**Given data**
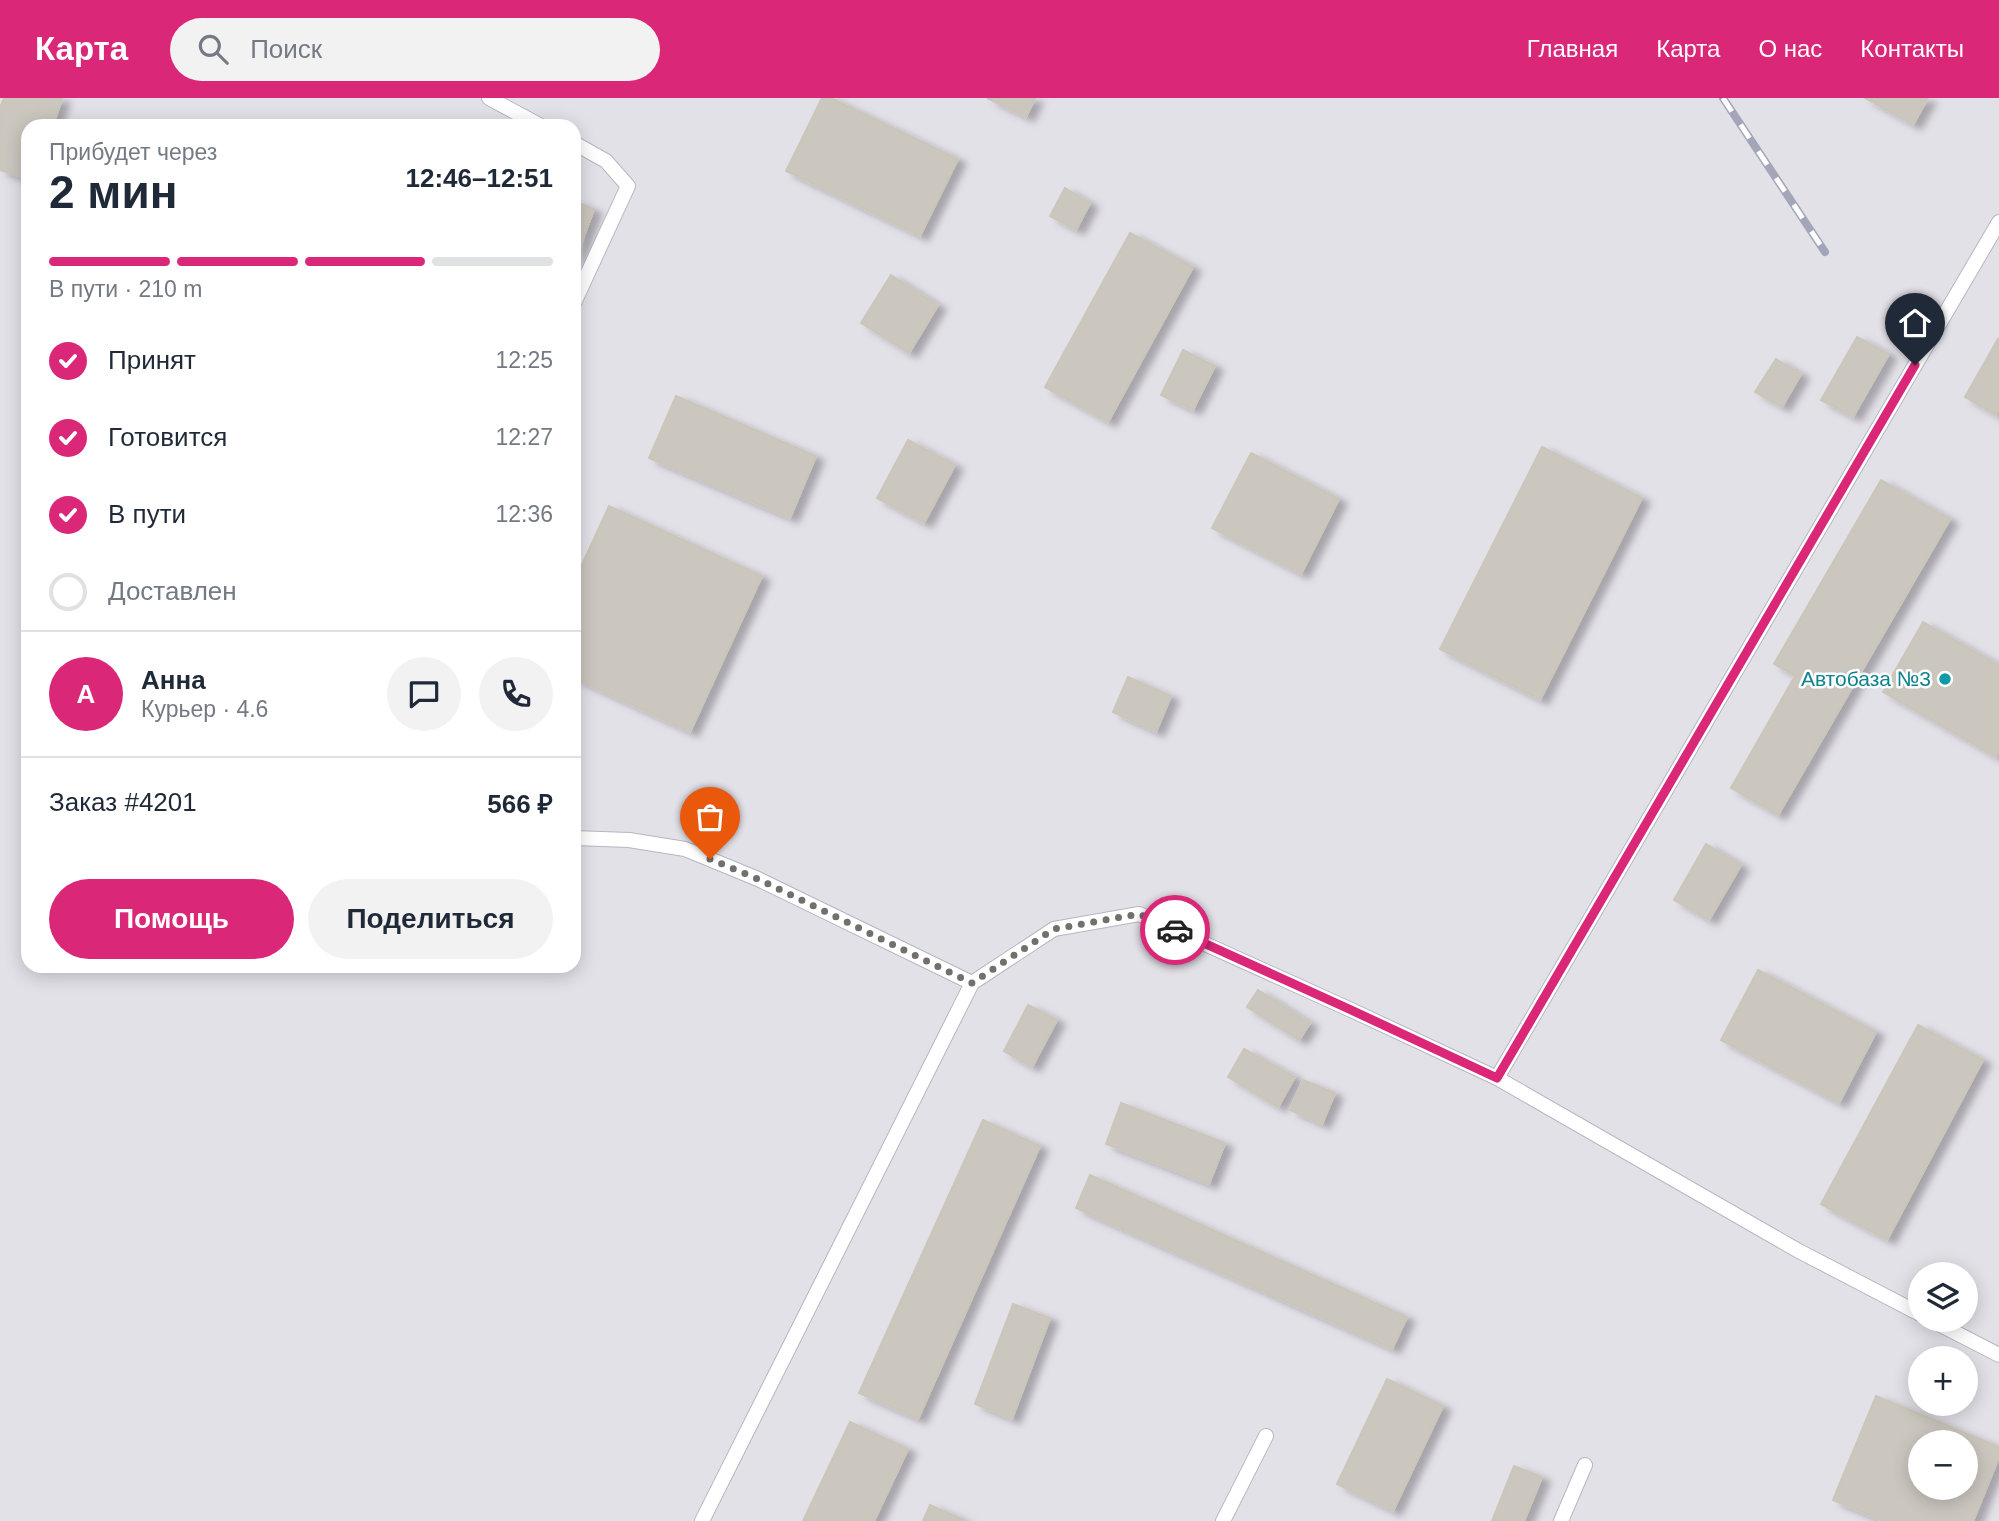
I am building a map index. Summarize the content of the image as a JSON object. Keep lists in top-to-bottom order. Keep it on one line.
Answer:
{"places":["Автобаза №3"],"page":{"header":"Карта","search":"Поиск","nav":["Главная","Карта","О нас","Контакты"],"heading":["2 мин","Прибудет через","12:46–12:51"],"panel":["Анна","Курьер · 4.6","Заказ #4201","566 ₽"],"bar":"В пути · 210 m","list":[["Принят","12:25"],["Готовится","12:27"],["В пути","12:36"],"Доставлен"],"round":"А","buttons":["Помощь","Поделиться"],"map_buttons":["+","−"]}}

**Instructions to follow**
Without the pictures, write out the entire listing exactly.

**Expected answer**
I am building a map index. Summarize the content of the image as a JSON object. Keep lists in top-to-bottom order. Keep it on one line.
Answer:
{"places":["Автобаза №3"],"page":{"header":"Карта","search":"Поиск","nav":["Главная","Карта","О нас","Контакты"],"heading":["2 мин","Прибудет через","12:46–12:51"],"panel":["Анна","Курьер · 4.6","Заказ #4201","566 ₽"],"bar":"В пути · 210 m","list":[["Принят","12:25"],["Готовится","12:27"],["В пути","12:36"],"Доставлен"],"round":"А","buttons":["Помощь","Поделиться"],"map_buttons":["+","−"]}}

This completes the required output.